BEGIN Input data

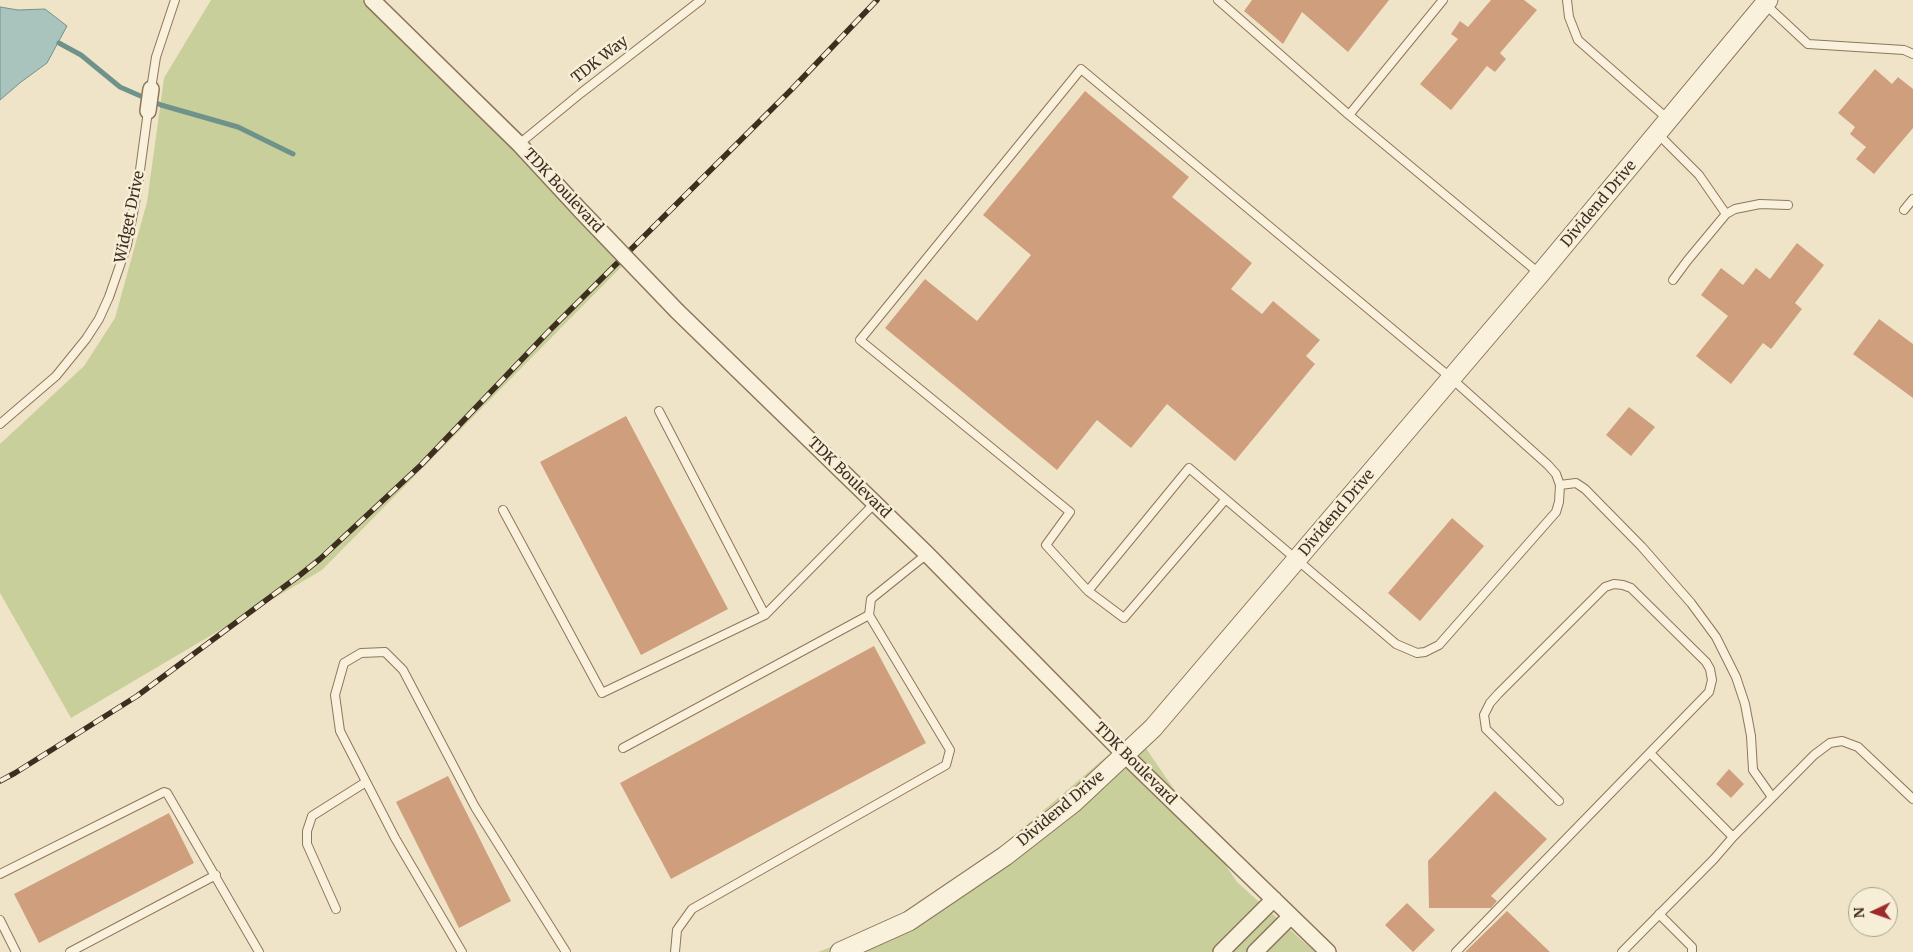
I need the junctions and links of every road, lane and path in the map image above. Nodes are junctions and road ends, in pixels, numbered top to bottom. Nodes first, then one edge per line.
1 (175, 0) edge
2 (372, 0) edge
3 (701, 0) edge
4 (1218, 0) edge
5 (1443, 0) edge
6 (1567, 0) edge
7 (1764, 1) edge
8 (1913, 54) edge
9 (151, 89) joint
10 (148, 111) joint
11 (1349, 115) junction
12 (1664, 127) junction
13 (519, 144) junction
14 (1913, 199) edge
15 (1788, 205) dead end
16 (1904, 210) dead end
17 (1726, 214) junction
18 (1540, 274) junction
19 (1673, 280) dead end
20 (1451, 378) junction
21 (659, 411) dead end
22 (0, 424) edge
23 (1560, 485) junction
24 (1225, 500) junction
25 (875, 503) junction
26 (503, 510) dead end
27 (927, 554) junction
28 (1298, 559) junction
29 (1088, 590) junction
30 (765, 615) junction
31 (868, 615) junction
32 (623, 748) dead end
33 (1650, 752) junction
34 (1124, 754) junction
35 (366, 782) junction
36 (1772, 797) junction
37 (1913, 799) edge
38 (1559, 802) dead end
39 (1733, 836) junction
40 (0, 874) edge
41 (216, 875) junction
42 (1274, 899) junction
43 (336, 909) dead end
44 (1659, 914) junction
45 (1291, 916) junction
46 (0, 920) edge
47 (16, 952) edge
48 (70, 952) edge
49 (259, 952) edge
50 (462, 952) edge
51 (566, 952) edge
52 (675, 952) edge
53 (840, 952) edge
54 (1221, 952) edge
55 (1255, 952) edge
56 (1328, 952) edge
57 (1456, 952) edge
58 (1622, 952) edge
59 (1692, 952) edge

1 - 9 lane, Widget Drive
2 - 13 street, TDK Boulevard
3 - 13 lane, TDK Way
4 - 11 lane
5 - 11 lane
6 - 12 lane
7 - 8 lane
7 - 12 street, Dividend Drive
9 - 10 street, Widget Drive
10 - 22 lane, Widget Drive
11 - 18 lane
12 - 17 lane
12 - 18 street, Dividend Drive
13 - 25 street, TDK Boulevard, bridge
14 - 16 lane
15 - 17 lane
17 - 19 lane
18 - 20 street, Dividend Drive
20 - 23 lane
20 - 28 street, Dividend Drive
20 - 29 lane
21 - 30 lane
23 - 28 lane
23 - 36 lane
24 - 28 lane
24 - 29 lane
24 - 29 lane
25 - 27 street, TDK Boulevard
25 - 30 lane
26 - 30 lane
27 - 31 lane
27 - 34 street, TDK Boulevard
28 - 34 street, Dividend Drive
31 - 32 lane
31 - 52 lane
33 - 38 lane
33 - 39 lane
33 - 57 lane
34 - 42 street, TDK Boulevard
34 - 53 street, Dividend Drive
35 - 43 lane
35 - 50 lane
35 - 51 lane
36 - 37 lane
36 - 39 lane
39 - 44 lane
40 - 41 lane
41 - 48 lane
41 - 49 lane
42 - 45 street, TDK Boulevard
42 - 54 street
44 - 58 lane
44 - 59 lane
45 - 55 street
45 - 56 street, TDK Boulevard
46 - 47 lane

END Input data

Exercise brief:
The job is to return the listing above exactly, minus its pictures.

Response area:
I need the junctions and links of every road, lane and path in the map image above. Nodes are junctions and road ends, in pixels, numbered top to bottom. Nodes first, then one edge per line.
1 (175, 0) edge
2 (372, 0) edge
3 (701, 0) edge
4 (1218, 0) edge
5 (1443, 0) edge
6 (1567, 0) edge
7 (1764, 1) edge
8 (1913, 54) edge
9 (151, 89) joint
10 (148, 111) joint
11 (1349, 115) junction
12 (1664, 127) junction
13 (519, 144) junction
14 (1913, 199) edge
15 (1788, 205) dead end
16 (1904, 210) dead end
17 (1726, 214) junction
18 (1540, 274) junction
19 (1673, 280) dead end
20 (1451, 378) junction
21 (659, 411) dead end
22 (0, 424) edge
23 (1560, 485) junction
24 (1225, 500) junction
25 (875, 503) junction
26 (503, 510) dead end
27 (927, 554) junction
28 (1298, 559) junction
29 (1088, 590) junction
30 (765, 615) junction
31 (868, 615) junction
32 (623, 748) dead end
33 (1650, 752) junction
34 (1124, 754) junction
35 (366, 782) junction
36 (1772, 797) junction
37 (1913, 799) edge
38 (1559, 802) dead end
39 (1733, 836) junction
40 (0, 874) edge
41 (216, 875) junction
42 (1274, 899) junction
43 (336, 909) dead end
44 (1659, 914) junction
45 (1291, 916) junction
46 (0, 920) edge
47 (16, 952) edge
48 (70, 952) edge
49 (259, 952) edge
50 (462, 952) edge
51 (566, 952) edge
52 (675, 952) edge
53 (840, 952) edge
54 (1221, 952) edge
55 (1255, 952) edge
56 (1328, 952) edge
57 (1456, 952) edge
58 (1622, 952) edge
59 (1692, 952) edge

1 - 9 lane, Widget Drive
2 - 13 street, TDK Boulevard
3 - 13 lane, TDK Way
4 - 11 lane
5 - 11 lane
6 - 12 lane
7 - 8 lane
7 - 12 street, Dividend Drive
9 - 10 street, Widget Drive
10 - 22 lane, Widget Drive
11 - 18 lane
12 - 17 lane
12 - 18 street, Dividend Drive
13 - 25 street, TDK Boulevard, bridge
14 - 16 lane
15 - 17 lane
17 - 19 lane
18 - 20 street, Dividend Drive
20 - 23 lane
20 - 28 street, Dividend Drive
20 - 29 lane
21 - 30 lane
23 - 28 lane
23 - 36 lane
24 - 28 lane
24 - 29 lane
24 - 29 lane
25 - 27 street, TDK Boulevard
25 - 30 lane
26 - 30 lane
27 - 31 lane
27 - 34 street, TDK Boulevard
28 - 34 street, Dividend Drive
31 - 32 lane
31 - 52 lane
33 - 38 lane
33 - 39 lane
33 - 57 lane
34 - 42 street, TDK Boulevard
34 - 53 street, Dividend Drive
35 - 43 lane
35 - 50 lane
35 - 51 lane
36 - 37 lane
36 - 39 lane
39 - 44 lane
40 - 41 lane
41 - 48 lane
41 - 49 lane
42 - 45 street, TDK Boulevard
42 - 54 street
44 - 58 lane
44 - 59 lane
45 - 55 street
45 - 56 street, TDK Boulevard
46 - 47 lane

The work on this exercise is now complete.